Es algo así como que si no me afecta directamente, me importa un bledo. Lo aparentemente abstracto poco nos preocupa. Situación que aprovechan los oportunistas para chupar los fondos nacionales, como cualquier vampiro. Algo peor; en ciertos casos, hay al menos tolerancia de las autoridades con ciertas formas de delito, cuando no complicidad. Y, de remate, las interpretaciones judiciales son variadísimas, pero con tendencia a castigar al desprotegido y favorecer a los grandes delincuentes, si es que los pueden llevar ante los tribunales, para no hablar de legisladores venales que orientan su acción a favorecer a sus grupúsculos de poder. Un círculo vicioso difícil de romper, protegido por poderosos medios de comunicación masiva que se favorecen de ello y están prestos a callar hechos o desviar la atención de los hechos más lesivos que azotan nuestra sociedad, así como aparatos de propaganda dispuestos a estupidizar a amplios sectores de la población.

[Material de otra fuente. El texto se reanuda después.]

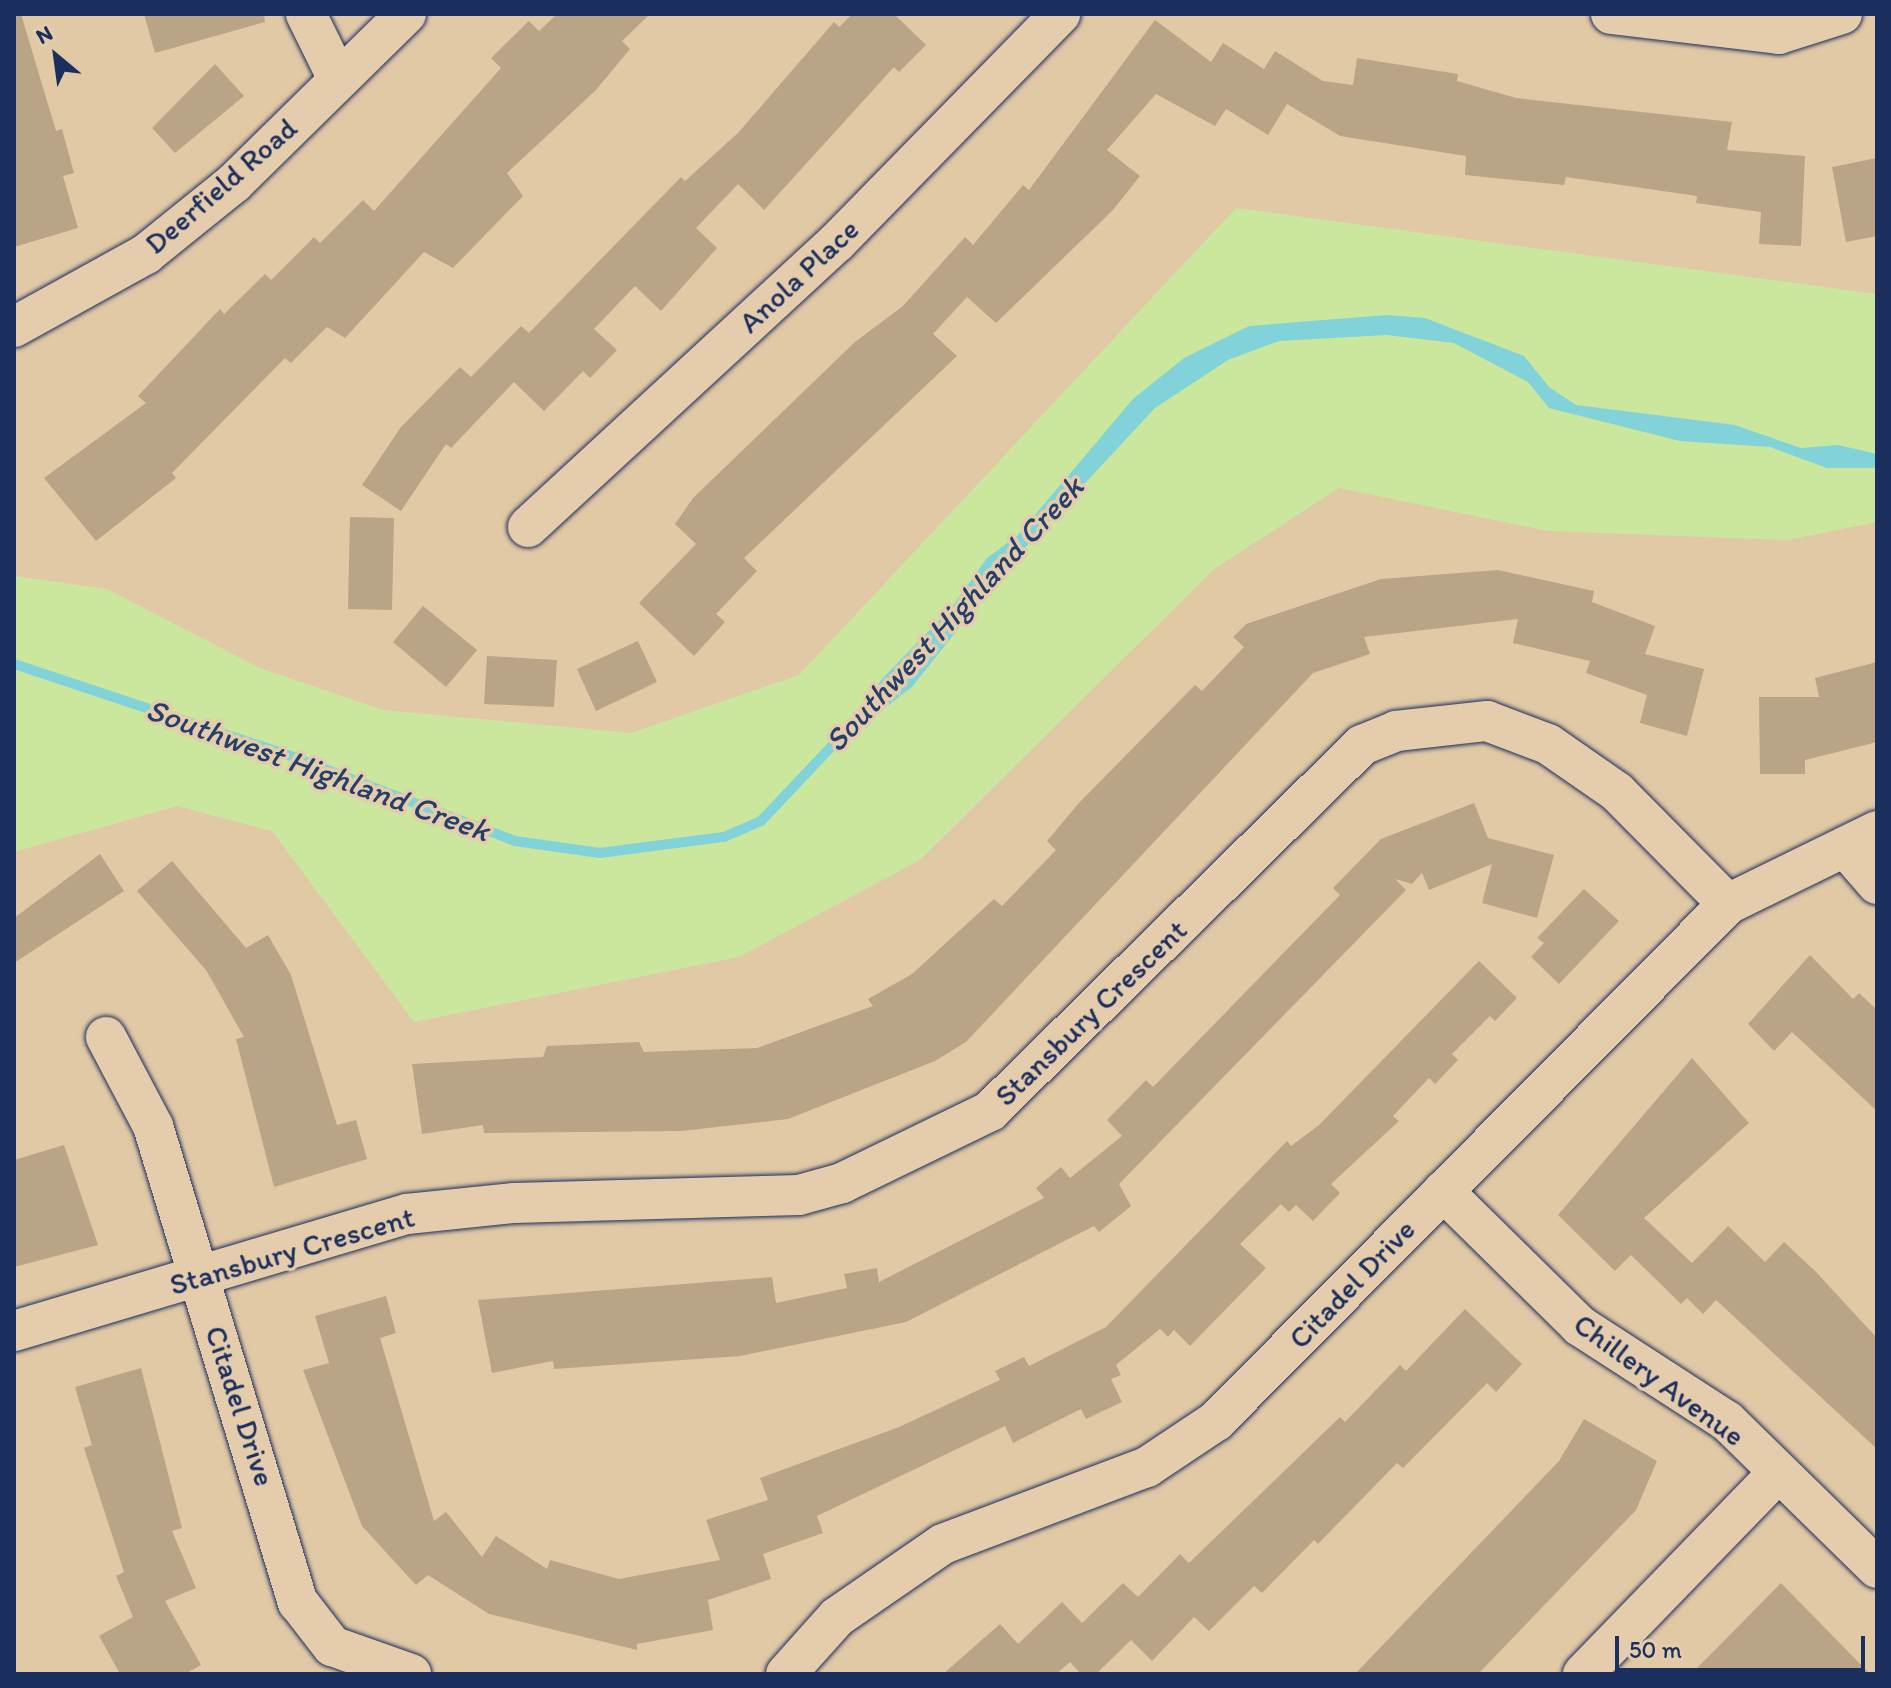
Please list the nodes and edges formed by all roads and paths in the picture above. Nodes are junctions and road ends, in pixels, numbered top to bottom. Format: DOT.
graph roads {
  1 [pos="306,14"];
  2 [pos="406,14"];
  3 [pos="1060,14"];
  4 [pos="1611,14"];
  5 [pos="1842,14"];
  6 [pos="338,79"];
  7 [pos="14,327"];
  8 [pos="528,527"];
  9 [pos="1861,839"];
  10 [pos="1877,884"];
  11 [pos="1728,904"];
  12 [pos="106,1037"];
  13 [pos="1443,1191"];
  14 [pos="199,1278"];
  15 [pos="14,1331"];
  16 [pos="1778,1473"];
  17 [pos="1877,1568"];
  18 [pos="411,1674"];
  19 [pos="786,1674"];
  20 [pos="1583,1674"];
  1 -- 6 [label="street"];
  2 -- 6 [label="street, Deerfield Road"];
  3 -- 8 [label="street, Anola Place"];
  4 -- 5 [label="street"];
  6 -- 7 [label="street, Deerfield Road"];
  9 -- 10 [label="street"];
  9 -- 11 [label="street, Citadel Drive"];
  11 -- 13 [label="street, Citadel Drive"];
  11 -- 14 [label="street, Stansbury Crescent"];
  12 -- 14 [label="street, Citadel Drive"];
  13 -- 16 [label="street, Chillery Avenue"];
  13 -- 19 [label="street, Citadel Drive"];
  14 -- 15 [label="street, Stansbury Crescent"];
  14 -- 18 [label="street, Citadel Drive"];
  16 -- 17 [label="street, Chillery Avenue"];
  16 -- 20 [label="street"];
}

La democracia, entendida en sus formas modernas, no se trata de elegir gobernantes de excluyentes listas prefabricadas. Es la participación activa del ciudadano en los esquemas de gobierno, y el control a los actos de los dirigentes, especialmente en la toma de decisiones. La antigua democracia representativa (que jamás ocurrió en nuestra patria) ha devenido en la democracia participativa. La actual constitución, en la mira de los políticos tradicionales, permite ejercer veedurías y control a los actos de gobierno. Naturalmente, esta es la causa del bombardeo permanente hacia la ya maltrecha Constitución Política de 1991. Mire usted si los proyectos legislativos anticorrupción son bienvenidos en el Congreso, o cómo se incrementa la carga tributaria en el ciudadano de a pie, mientras los grandes capitales, que poco aportan al desarrollo social, son favorecidos con reformas a su medida. Un estado Robin Hood al revés, que se apalanca en falacias y mentiras para sostener un modelo neofeudal.

Las naciones  más avanzadas socialmente gozan de modelos democráticos dentro de distintos sistemas político, encaminados a favorecer principalmente al ciudadano sin perder de vista las inversiones productivas de capital, a las cuales apoyan decididamente. Colombia está en mora de estrenar la democracia. Si algún día llegamos allí, automáticamente la criminalidad llegará a niveles similares a los de naciones donde la democracia se aplica debidamente. Es lo que nuestros dirigentes se niegan a entender.